** Records supplied **
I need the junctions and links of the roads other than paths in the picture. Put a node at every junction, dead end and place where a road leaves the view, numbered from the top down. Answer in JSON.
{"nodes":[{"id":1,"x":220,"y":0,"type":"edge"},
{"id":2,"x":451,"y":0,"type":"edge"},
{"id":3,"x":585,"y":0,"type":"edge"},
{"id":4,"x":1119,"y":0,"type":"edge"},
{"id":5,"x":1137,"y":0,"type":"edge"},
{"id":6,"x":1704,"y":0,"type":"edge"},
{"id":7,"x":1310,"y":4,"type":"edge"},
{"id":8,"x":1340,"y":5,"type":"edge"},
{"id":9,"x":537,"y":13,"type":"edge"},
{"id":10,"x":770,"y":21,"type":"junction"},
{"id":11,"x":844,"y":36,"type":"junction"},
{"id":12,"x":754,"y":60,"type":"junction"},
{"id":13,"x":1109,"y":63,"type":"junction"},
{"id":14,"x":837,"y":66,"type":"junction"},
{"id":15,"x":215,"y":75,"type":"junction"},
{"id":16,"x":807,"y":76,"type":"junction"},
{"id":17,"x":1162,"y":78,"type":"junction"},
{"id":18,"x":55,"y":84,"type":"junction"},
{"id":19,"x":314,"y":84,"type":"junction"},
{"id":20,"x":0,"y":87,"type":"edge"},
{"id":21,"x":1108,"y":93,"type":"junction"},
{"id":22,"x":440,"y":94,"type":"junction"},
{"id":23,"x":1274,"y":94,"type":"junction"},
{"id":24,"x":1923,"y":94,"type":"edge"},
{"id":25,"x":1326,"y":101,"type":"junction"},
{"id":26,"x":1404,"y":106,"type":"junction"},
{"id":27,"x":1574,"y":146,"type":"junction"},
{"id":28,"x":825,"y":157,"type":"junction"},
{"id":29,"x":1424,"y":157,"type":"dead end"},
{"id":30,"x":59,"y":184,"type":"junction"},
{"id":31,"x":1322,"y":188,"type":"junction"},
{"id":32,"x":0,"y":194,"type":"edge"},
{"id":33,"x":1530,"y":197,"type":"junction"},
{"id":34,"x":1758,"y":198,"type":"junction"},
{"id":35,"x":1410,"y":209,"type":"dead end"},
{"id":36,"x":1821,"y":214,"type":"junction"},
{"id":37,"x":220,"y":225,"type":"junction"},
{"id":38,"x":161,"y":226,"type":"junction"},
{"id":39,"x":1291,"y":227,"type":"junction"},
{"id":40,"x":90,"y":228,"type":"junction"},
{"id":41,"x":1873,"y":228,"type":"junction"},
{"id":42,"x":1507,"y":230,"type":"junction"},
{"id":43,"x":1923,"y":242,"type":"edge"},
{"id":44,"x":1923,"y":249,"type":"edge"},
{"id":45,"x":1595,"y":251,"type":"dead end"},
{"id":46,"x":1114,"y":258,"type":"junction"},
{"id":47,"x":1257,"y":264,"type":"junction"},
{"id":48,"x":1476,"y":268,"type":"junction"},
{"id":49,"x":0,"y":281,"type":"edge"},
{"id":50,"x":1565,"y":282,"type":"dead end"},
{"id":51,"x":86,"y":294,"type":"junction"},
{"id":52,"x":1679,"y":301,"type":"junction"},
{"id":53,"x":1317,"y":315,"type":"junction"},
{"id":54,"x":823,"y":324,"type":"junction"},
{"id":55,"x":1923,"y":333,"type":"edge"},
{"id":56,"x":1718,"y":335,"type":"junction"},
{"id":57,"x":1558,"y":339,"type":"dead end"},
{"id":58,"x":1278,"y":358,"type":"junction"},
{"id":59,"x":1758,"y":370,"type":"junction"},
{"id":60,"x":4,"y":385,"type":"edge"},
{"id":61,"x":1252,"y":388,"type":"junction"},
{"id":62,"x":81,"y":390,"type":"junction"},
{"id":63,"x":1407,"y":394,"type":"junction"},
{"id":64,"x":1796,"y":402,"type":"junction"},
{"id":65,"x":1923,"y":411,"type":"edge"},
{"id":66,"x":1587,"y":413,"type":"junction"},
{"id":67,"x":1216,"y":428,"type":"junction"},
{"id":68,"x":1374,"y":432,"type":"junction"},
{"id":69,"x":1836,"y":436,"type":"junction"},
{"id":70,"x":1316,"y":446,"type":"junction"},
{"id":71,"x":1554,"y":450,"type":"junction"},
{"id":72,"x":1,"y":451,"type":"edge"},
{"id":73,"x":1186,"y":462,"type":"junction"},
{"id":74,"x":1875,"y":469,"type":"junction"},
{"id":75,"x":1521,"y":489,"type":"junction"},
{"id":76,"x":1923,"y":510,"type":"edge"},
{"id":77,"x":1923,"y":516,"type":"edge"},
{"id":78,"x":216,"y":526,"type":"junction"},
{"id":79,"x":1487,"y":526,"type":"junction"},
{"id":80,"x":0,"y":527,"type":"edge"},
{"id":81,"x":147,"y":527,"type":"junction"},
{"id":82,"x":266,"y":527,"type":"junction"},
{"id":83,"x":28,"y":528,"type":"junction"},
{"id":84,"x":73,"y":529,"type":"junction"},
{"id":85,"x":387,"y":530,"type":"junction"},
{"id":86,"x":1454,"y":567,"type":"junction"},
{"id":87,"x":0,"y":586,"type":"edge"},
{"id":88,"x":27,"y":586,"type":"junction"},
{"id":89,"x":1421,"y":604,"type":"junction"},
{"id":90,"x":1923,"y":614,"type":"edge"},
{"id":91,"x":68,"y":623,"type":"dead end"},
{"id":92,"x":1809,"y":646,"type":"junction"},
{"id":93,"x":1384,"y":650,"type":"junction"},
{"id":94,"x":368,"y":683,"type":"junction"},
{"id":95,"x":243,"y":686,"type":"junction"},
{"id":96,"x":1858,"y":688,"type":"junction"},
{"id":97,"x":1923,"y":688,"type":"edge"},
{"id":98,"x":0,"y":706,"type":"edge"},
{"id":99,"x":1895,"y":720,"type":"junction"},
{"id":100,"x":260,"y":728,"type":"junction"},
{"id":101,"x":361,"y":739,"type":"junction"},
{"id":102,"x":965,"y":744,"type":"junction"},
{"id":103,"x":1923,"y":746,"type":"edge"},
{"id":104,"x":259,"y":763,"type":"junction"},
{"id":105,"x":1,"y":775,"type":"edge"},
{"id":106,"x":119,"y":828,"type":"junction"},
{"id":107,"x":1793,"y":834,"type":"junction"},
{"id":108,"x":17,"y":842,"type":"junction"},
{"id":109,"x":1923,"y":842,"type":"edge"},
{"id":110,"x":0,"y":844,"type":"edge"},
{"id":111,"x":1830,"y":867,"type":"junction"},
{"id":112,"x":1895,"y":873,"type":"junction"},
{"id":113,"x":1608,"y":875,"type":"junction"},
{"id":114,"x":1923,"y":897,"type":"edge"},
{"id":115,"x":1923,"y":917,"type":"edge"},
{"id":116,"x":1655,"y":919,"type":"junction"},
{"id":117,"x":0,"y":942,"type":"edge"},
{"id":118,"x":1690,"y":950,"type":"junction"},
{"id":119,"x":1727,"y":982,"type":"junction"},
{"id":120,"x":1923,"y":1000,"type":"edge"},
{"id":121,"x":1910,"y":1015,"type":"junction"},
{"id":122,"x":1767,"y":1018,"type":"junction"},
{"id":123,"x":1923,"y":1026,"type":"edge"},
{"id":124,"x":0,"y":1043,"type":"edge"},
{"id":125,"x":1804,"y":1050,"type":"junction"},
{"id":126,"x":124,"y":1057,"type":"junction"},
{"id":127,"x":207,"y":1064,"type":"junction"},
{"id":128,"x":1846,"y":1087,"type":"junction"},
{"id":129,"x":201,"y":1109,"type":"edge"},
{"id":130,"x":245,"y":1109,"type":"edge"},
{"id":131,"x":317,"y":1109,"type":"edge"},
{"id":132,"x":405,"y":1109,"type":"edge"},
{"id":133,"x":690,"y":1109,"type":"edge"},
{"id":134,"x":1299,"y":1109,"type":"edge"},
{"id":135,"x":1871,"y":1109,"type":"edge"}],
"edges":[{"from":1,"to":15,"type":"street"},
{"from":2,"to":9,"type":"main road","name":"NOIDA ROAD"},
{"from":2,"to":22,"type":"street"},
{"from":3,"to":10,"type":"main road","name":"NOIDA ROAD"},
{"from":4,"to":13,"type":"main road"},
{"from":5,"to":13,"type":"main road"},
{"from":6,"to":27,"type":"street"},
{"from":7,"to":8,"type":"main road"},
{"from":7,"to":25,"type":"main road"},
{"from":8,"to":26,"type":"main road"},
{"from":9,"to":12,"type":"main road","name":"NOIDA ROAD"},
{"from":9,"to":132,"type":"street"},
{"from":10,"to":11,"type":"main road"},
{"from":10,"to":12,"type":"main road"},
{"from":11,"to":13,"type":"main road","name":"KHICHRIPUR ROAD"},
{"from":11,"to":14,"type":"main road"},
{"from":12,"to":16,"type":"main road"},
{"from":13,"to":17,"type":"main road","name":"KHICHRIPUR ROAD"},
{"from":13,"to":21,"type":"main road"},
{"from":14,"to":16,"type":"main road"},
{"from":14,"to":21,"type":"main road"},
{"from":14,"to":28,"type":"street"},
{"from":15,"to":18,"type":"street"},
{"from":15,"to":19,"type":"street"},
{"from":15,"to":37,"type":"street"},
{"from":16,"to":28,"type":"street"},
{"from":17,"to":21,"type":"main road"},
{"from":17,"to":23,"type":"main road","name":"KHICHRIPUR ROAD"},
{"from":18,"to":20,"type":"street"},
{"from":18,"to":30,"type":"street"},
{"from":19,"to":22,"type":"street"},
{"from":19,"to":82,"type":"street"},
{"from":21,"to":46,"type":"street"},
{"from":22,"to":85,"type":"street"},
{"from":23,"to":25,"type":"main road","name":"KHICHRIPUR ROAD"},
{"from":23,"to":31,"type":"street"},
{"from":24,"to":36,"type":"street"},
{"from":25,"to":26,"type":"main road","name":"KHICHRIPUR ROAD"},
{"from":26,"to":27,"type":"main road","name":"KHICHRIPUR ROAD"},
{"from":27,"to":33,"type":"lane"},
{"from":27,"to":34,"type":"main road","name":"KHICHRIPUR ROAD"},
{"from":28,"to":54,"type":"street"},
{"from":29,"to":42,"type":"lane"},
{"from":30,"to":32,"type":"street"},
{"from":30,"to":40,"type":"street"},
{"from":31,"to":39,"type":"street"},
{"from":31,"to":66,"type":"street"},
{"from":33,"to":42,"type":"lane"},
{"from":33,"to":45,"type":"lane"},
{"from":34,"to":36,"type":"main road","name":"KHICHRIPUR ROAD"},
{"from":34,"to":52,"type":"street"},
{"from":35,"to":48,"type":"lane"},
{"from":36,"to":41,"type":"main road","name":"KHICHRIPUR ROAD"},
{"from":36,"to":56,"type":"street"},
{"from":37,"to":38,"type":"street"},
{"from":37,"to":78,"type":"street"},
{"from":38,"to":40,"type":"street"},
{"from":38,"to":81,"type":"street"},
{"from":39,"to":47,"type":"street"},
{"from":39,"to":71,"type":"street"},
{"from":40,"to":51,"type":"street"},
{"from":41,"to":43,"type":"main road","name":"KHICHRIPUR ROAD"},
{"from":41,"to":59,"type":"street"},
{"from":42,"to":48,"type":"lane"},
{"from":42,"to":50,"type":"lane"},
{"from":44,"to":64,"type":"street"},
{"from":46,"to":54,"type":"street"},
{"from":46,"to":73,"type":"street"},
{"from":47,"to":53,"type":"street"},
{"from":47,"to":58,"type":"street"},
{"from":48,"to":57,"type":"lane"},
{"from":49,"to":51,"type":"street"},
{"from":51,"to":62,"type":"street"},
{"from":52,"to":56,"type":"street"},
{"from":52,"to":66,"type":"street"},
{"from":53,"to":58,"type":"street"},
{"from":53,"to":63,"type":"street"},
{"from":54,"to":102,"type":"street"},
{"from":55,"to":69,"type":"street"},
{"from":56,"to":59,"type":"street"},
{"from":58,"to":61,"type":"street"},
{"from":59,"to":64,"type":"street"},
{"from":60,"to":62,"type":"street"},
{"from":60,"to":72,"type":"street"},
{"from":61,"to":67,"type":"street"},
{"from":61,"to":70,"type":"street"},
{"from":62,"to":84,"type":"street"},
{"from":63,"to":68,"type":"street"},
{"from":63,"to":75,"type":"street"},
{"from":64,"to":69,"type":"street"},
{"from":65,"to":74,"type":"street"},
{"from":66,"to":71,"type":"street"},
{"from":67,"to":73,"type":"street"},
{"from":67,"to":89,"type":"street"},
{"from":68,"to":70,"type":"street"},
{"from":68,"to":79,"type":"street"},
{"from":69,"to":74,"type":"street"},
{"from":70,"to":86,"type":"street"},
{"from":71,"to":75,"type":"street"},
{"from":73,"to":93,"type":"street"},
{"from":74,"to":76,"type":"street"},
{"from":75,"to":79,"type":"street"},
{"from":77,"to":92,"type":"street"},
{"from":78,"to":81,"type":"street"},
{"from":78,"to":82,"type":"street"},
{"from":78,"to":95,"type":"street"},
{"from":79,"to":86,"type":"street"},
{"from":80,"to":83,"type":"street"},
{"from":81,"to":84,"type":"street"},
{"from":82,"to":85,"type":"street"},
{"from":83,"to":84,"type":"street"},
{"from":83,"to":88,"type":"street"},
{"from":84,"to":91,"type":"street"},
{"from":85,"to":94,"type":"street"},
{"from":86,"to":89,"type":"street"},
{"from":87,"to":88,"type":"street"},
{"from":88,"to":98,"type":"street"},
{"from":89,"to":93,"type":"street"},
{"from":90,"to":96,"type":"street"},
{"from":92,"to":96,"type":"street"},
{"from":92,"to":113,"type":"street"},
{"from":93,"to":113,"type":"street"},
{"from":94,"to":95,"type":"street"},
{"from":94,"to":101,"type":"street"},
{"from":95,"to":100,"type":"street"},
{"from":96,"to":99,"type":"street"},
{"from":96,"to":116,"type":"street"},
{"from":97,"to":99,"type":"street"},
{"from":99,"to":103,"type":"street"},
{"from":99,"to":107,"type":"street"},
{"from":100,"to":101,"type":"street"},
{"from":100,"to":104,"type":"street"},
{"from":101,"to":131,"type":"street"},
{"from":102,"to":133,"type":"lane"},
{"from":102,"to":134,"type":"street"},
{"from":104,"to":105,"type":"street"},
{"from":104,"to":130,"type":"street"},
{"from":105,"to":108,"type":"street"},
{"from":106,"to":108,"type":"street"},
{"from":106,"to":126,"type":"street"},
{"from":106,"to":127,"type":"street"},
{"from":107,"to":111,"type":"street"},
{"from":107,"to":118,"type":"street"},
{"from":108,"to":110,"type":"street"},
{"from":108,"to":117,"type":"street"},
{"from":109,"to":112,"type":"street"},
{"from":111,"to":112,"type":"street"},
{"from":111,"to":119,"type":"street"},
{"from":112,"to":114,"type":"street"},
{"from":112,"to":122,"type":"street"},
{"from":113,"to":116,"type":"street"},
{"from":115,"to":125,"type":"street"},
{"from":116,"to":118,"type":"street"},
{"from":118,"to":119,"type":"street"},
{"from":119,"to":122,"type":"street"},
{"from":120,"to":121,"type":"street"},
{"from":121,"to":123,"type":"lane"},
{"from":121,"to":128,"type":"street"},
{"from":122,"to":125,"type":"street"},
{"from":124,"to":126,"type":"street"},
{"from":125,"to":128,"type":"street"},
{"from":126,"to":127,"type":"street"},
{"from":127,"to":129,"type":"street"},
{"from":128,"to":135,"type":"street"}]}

** Task objective **
How many lines in the material contain the string "dead"? Reply with the number and nothing else.

** Expected output **
7